Please restate exactly what appears in the records below from the first line to the line where "y. Format: JSON." is, that line included.

------

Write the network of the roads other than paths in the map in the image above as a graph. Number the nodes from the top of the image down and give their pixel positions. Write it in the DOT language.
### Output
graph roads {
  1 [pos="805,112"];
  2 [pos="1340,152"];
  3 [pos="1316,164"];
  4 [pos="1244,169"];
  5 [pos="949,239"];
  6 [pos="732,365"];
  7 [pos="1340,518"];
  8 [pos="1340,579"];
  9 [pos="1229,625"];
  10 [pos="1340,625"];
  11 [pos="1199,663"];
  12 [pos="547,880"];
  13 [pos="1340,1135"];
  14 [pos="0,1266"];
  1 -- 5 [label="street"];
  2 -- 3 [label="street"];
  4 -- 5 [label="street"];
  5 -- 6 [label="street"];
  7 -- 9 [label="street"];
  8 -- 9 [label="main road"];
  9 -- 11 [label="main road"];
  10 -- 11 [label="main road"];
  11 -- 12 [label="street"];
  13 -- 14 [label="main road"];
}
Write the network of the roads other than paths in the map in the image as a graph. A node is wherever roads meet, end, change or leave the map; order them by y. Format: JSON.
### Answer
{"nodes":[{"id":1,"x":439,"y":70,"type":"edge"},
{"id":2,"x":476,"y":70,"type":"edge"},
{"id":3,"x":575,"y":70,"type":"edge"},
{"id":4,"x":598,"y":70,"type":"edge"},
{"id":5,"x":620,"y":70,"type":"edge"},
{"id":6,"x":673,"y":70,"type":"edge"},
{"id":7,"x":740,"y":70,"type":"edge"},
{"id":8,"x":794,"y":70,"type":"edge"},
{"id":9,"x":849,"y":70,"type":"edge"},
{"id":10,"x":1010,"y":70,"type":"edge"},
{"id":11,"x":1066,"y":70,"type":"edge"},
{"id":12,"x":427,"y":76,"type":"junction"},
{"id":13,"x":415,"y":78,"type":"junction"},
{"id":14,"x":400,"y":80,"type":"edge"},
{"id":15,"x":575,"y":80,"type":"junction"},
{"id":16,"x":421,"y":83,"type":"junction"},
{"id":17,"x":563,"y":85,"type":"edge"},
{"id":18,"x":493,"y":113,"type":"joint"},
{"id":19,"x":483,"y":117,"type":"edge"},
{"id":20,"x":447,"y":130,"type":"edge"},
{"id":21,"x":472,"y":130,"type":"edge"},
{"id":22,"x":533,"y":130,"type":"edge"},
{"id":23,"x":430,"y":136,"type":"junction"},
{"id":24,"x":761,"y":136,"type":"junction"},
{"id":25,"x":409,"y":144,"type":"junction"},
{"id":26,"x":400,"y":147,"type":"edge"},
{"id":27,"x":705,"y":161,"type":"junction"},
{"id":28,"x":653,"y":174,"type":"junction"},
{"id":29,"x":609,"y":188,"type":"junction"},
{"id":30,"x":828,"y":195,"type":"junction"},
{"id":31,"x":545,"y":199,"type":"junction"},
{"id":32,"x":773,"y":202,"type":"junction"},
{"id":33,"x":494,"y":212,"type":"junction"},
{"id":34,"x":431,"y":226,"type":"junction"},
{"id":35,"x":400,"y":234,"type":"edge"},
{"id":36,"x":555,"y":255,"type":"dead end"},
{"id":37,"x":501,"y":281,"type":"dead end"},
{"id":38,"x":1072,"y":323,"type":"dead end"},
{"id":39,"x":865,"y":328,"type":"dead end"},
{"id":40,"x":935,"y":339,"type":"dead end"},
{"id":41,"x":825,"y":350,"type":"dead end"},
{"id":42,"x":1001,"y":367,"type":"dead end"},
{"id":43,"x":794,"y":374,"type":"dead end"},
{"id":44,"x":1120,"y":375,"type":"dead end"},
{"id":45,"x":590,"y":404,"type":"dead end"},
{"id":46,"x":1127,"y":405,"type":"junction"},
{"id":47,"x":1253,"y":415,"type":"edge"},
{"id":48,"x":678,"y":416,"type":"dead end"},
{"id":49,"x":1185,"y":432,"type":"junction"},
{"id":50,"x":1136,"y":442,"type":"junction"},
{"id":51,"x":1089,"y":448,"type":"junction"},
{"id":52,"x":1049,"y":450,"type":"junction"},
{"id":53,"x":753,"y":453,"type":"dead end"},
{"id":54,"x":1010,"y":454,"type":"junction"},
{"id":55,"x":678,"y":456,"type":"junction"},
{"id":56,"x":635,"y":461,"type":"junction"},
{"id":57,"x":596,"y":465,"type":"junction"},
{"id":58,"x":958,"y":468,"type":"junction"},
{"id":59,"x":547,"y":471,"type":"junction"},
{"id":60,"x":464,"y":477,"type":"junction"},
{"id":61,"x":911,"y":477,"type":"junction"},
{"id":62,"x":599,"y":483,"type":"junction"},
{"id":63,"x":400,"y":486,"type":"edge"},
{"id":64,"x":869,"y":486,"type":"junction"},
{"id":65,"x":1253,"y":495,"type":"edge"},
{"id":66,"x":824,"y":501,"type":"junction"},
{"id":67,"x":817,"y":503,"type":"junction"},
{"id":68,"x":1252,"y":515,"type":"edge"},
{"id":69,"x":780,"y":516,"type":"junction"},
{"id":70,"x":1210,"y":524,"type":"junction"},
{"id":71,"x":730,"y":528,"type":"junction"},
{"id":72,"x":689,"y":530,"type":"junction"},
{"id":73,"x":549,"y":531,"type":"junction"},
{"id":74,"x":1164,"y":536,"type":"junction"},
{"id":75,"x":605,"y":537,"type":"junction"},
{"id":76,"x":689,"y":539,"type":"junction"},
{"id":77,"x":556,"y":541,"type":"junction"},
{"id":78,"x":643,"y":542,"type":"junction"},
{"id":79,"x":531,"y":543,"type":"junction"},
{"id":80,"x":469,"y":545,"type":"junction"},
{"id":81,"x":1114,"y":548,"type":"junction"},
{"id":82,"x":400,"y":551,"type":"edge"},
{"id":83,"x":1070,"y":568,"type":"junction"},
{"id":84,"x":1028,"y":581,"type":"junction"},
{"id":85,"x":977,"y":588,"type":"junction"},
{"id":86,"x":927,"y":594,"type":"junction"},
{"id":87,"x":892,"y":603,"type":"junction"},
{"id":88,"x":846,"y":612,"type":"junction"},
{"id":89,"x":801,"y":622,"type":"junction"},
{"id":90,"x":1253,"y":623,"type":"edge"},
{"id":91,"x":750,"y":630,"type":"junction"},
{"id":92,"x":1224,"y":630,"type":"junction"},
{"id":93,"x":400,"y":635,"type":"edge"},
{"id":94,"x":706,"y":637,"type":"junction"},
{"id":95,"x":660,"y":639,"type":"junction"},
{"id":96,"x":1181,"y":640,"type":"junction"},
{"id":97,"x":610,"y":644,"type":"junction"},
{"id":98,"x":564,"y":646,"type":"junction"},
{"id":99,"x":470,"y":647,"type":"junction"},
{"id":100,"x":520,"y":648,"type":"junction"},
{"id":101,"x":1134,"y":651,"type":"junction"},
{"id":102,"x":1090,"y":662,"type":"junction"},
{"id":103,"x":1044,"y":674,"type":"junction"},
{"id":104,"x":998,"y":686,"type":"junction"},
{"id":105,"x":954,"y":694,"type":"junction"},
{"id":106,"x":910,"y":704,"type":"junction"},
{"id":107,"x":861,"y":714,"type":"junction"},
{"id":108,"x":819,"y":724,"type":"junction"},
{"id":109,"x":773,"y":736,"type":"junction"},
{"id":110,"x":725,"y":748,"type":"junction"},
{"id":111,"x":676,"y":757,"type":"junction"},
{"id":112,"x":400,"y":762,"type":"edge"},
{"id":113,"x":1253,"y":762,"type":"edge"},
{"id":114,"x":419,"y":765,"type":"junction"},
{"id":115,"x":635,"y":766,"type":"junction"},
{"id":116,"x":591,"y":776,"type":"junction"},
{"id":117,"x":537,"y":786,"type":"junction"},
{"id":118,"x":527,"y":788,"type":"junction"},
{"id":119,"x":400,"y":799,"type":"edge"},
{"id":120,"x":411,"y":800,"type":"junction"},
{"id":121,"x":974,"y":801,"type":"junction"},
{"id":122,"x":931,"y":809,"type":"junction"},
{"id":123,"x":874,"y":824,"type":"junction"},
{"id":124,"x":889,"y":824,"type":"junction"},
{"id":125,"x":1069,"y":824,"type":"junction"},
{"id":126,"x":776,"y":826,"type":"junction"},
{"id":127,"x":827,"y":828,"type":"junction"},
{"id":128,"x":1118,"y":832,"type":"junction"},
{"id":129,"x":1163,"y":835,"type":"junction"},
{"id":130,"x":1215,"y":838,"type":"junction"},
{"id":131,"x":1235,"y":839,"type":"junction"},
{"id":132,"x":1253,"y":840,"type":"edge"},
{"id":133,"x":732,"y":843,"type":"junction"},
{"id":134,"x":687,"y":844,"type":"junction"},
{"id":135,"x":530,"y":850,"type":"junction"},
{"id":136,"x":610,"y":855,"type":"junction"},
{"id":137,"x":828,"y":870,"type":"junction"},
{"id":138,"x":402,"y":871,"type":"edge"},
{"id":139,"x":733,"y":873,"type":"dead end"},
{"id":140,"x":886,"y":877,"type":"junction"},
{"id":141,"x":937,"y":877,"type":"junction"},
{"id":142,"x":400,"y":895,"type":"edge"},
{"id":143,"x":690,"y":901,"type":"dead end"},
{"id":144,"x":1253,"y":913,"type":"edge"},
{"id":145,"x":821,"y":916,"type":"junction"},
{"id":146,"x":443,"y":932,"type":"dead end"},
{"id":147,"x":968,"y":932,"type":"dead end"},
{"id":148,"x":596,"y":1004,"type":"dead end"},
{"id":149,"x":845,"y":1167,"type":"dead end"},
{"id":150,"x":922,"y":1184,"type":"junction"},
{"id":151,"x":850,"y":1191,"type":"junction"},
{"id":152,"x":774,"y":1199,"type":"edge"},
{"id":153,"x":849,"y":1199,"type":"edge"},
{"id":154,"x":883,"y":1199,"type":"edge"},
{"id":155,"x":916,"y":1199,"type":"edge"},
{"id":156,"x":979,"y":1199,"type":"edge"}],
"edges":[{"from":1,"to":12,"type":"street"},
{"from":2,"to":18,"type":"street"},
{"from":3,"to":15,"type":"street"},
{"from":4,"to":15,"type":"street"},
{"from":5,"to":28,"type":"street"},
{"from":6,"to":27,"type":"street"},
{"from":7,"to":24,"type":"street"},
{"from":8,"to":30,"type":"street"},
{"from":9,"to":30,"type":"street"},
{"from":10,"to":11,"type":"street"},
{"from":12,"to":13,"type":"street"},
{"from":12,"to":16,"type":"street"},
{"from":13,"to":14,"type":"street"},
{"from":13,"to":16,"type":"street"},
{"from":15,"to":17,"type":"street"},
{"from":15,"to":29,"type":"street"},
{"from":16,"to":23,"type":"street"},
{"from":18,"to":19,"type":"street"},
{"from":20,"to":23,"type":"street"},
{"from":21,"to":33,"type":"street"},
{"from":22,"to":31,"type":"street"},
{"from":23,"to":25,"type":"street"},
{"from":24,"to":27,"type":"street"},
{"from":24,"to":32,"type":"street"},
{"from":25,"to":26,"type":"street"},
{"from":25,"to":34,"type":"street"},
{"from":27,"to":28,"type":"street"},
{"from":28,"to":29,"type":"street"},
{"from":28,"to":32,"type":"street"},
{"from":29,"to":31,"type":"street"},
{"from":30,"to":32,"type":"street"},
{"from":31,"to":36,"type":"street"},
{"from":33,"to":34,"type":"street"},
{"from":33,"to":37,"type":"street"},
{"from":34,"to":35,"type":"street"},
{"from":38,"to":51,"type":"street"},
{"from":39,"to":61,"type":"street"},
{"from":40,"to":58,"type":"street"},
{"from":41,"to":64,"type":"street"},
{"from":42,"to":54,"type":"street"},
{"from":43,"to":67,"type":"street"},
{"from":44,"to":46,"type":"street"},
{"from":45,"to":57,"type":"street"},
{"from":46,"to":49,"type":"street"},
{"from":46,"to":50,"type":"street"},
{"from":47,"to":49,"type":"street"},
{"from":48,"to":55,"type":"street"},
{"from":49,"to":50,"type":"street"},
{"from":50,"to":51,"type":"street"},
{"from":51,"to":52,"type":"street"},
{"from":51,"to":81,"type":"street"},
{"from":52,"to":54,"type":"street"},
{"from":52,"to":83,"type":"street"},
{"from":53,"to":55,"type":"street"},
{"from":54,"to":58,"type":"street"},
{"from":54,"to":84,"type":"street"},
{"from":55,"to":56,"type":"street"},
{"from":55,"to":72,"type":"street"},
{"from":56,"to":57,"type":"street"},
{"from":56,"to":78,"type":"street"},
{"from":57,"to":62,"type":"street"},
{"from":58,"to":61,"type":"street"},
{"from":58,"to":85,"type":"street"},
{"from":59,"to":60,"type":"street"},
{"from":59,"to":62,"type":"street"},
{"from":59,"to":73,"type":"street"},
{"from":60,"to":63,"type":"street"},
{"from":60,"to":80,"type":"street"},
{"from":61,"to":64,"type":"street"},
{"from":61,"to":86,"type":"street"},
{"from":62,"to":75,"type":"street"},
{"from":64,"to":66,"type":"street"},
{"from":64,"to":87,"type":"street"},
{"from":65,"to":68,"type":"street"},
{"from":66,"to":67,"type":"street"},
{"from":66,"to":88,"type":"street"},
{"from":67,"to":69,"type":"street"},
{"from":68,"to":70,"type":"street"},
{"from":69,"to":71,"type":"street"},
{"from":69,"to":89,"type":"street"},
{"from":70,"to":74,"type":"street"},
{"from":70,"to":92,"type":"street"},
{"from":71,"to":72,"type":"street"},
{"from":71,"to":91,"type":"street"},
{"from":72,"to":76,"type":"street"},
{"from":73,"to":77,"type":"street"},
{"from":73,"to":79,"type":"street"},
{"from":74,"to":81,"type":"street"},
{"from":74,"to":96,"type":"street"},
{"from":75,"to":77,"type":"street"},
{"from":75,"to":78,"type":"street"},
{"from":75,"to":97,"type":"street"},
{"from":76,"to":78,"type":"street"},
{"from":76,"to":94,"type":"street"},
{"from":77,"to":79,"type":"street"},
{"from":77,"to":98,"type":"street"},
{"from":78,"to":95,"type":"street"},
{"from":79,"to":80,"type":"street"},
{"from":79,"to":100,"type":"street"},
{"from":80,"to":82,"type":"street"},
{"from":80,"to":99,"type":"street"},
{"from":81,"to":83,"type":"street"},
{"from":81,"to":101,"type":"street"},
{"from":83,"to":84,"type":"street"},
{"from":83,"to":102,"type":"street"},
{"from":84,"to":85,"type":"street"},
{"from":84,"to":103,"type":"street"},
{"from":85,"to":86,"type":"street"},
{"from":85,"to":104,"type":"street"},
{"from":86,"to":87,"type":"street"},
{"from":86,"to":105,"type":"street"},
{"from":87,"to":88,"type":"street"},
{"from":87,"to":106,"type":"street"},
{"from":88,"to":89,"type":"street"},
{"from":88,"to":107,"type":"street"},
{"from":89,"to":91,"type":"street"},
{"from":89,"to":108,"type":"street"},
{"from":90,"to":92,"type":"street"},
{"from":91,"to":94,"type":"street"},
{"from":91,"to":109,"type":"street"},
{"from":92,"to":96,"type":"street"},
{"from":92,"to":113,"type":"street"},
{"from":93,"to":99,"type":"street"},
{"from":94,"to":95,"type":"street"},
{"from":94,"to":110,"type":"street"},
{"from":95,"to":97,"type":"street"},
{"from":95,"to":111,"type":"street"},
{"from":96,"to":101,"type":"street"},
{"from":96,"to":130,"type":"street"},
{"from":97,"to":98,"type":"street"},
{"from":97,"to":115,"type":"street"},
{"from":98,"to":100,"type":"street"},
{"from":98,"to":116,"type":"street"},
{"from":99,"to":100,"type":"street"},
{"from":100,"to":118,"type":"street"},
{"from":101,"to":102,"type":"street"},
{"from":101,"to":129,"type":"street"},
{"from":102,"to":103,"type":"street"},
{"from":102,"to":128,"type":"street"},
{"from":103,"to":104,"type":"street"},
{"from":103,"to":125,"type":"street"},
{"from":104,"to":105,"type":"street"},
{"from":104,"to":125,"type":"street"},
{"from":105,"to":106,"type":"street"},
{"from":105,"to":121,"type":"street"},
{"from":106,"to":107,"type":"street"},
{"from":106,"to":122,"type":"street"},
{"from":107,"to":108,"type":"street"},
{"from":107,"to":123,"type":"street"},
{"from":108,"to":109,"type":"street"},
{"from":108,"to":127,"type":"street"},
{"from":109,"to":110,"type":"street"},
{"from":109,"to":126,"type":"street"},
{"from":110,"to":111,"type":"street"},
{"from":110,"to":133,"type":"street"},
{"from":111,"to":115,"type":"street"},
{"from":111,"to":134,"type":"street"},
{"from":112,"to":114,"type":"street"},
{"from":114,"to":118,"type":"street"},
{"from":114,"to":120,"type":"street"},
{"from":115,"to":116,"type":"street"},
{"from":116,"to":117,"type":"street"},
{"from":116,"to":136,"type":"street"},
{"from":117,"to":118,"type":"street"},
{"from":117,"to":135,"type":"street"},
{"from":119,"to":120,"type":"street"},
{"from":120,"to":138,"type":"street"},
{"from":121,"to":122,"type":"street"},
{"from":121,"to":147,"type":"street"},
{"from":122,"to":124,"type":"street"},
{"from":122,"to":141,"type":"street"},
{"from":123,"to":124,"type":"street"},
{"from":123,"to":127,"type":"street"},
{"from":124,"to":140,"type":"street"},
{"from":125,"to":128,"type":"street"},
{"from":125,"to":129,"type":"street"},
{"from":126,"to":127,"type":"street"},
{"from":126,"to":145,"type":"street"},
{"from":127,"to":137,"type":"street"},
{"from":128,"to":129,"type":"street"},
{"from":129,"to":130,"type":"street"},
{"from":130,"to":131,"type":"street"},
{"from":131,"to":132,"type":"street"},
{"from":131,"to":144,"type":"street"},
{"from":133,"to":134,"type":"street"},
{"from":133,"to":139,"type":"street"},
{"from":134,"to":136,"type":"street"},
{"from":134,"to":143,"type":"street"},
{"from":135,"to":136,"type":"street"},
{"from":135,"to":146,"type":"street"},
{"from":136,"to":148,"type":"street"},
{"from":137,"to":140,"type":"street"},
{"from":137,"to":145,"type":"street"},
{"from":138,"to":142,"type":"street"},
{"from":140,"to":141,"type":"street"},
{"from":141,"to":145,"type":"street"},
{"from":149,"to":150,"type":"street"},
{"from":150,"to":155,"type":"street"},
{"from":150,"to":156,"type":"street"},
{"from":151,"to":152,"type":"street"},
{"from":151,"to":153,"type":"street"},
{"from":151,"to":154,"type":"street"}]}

------

§ **Answer for the task**:
Write the network of the roads other than paths in the map in the image above as a graph. Number the nodes from the top of the image down and give their pixel positions. Write it in the DOT language.
### Output
graph roads {
  1 [pos="805,112"];
  2 [pos="1340,152"];
  3 [pos="1316,164"];
  4 [pos="1244,169"];
  5 [pos="949,239"];
  6 [pos="732,365"];
  7 [pos="1340,518"];
  8 [pos="1340,579"];
  9 [pos="1229,625"];
  10 [pos="1340,625"];
  11 [pos="1199,663"];
  12 [pos="547,880"];
  13 [pos="1340,1135"];
  14 [pos="0,1266"];
  1 -- 5 [label="street"];
  2 -- 3 [label="street"];
  4 -- 5 [label="street"];
  5 -- 6 [label="street"];
  7 -- 9 [label="street"];
  8 -- 9 [label="main road"];
  9 -- 11 [label="main road"];
  10 -- 11 [label="main road"];
  11 -- 12 [label="street"];
  13 -- 14 [label="main road"];
}
Write the network of the roads other than paths in the map in the image as a graph. A node is wherever roads meet, end, change or leave the map; order them by y. Format: JSON.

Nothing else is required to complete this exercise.